[SOURCE DATA]

>>>

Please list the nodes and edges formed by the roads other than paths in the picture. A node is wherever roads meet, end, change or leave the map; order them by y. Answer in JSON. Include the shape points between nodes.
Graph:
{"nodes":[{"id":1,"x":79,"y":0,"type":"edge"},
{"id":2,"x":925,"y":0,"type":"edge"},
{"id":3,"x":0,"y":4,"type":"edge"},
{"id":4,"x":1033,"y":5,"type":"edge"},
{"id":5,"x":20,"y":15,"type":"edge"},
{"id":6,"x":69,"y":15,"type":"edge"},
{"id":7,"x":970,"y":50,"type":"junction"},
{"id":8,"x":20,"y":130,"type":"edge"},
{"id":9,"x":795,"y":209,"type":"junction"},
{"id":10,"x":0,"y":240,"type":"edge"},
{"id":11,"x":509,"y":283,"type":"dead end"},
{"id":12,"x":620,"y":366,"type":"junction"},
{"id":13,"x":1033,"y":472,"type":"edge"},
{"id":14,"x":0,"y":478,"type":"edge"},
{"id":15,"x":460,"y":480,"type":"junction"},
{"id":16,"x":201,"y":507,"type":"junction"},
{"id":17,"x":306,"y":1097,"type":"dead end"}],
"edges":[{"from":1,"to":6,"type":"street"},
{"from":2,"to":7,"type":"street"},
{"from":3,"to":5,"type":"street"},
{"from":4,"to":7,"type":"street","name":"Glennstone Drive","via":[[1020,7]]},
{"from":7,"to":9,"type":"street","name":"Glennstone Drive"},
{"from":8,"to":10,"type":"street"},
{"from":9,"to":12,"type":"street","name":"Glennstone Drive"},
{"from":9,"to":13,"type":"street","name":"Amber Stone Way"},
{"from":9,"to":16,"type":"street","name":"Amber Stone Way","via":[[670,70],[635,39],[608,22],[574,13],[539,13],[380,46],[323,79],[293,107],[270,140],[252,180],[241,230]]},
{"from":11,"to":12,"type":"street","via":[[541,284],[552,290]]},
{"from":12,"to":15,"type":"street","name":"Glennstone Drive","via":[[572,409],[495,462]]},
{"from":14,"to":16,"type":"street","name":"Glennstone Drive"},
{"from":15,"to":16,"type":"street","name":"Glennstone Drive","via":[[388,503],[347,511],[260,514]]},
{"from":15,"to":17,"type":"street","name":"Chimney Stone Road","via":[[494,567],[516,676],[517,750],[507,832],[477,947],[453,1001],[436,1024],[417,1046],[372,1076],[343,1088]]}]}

<<<

[TASK STATEMENT] Among the lines of the listing above, which ones hold "name"? Copy them.

[YOUR RESPONSE]
{"from":4,"to":7,"type":"street","name":"Glennstone Drive","via":[[1020,7]]},
{"from":7,"to":9,"type":"street","name":"Glennstone Drive"},
{"from":9,"to":12,"type":"street","name":"Glennstone Drive"},
{"from":9,"to":13,"type":"street","name":"Amber Stone Way"},
{"from":9,"to":16,"type":"street","name":"Amber Stone Way","via":[[670,70],[635,39],[608,22],[574,13],[539,13],[380,46],[323,79],[293,107],[270,140],[252,180],[241,230]]},
{"from":12,"to":15,"type":"street","name":"Glennstone Drive","via":[[572,409],[495,462]]},
{"from":14,"to":16,"type":"street","name":"Glennstone Drive"},
{"from":15,"to":16,"type":"street","name":"Glennstone Drive","via":[[388,503],[347,511],[260,514]]},
{"from":15,"to":17,"type":"street","name":"Chimney Stone Road","via":[[494,567],[516,676],[517,750],[507,832],[477,947],[453,1001],[436,1024],[417,1046],[372,1076],[343,1088]]}]}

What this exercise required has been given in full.